**Records provided:**
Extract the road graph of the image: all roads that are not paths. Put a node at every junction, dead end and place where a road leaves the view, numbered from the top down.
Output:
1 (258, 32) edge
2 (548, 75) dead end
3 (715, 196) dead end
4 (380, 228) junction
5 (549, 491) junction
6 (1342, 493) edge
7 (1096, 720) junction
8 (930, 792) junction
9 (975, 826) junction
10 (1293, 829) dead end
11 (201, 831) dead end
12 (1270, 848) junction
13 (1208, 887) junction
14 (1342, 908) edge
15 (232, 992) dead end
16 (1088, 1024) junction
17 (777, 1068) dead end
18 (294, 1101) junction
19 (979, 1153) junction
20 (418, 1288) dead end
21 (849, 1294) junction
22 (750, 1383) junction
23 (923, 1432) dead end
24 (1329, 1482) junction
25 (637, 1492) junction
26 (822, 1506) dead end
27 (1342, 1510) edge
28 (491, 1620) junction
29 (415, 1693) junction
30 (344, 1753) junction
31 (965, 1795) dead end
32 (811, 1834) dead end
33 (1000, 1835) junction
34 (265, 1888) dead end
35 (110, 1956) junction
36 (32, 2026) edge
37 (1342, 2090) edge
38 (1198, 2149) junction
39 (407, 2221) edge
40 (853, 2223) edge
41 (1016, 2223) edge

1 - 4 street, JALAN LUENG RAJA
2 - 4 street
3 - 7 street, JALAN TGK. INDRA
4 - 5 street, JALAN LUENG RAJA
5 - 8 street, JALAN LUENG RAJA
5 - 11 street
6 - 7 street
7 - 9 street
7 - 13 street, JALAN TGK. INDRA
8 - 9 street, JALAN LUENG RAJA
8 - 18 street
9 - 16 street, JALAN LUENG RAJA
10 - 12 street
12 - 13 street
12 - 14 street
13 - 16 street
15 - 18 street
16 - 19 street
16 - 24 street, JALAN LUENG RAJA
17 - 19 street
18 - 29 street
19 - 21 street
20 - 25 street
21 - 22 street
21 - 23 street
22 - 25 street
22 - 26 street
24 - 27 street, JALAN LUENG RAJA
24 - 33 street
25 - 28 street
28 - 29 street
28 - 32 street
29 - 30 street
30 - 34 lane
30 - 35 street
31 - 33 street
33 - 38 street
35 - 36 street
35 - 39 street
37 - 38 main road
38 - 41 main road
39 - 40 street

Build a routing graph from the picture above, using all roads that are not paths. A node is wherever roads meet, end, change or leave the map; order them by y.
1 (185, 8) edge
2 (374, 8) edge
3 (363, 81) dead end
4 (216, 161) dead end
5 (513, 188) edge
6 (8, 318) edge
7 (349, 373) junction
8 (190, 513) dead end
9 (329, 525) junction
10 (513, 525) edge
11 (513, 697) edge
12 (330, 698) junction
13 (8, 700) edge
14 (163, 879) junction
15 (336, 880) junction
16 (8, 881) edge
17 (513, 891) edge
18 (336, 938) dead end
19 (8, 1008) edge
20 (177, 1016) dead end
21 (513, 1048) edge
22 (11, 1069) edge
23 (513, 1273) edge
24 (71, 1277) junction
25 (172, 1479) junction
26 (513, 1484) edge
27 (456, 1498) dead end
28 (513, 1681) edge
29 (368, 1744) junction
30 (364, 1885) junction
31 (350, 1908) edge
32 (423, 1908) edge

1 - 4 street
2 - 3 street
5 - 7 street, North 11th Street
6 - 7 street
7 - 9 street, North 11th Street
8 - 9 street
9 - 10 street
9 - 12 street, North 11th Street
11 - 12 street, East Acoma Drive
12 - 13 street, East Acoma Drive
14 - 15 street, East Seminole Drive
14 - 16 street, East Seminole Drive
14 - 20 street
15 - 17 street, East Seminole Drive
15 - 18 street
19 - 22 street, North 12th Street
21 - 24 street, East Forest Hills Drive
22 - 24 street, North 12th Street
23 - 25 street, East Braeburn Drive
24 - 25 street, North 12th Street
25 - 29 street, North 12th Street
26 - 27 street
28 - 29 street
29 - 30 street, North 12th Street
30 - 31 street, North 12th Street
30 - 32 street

**Task statement:** Search the records line by line for the word "that" and copy every line where it appears.

**Written response:**
Extract the road graph of the image: all roads that are not paths. Put a node at every junction, dead end and place where a road leaves the view, numbered from the top down.
Build a routing graph from the picture above, using all roads that are not paths. A node is wherever roads meet, end, change or leave the map; order them by y.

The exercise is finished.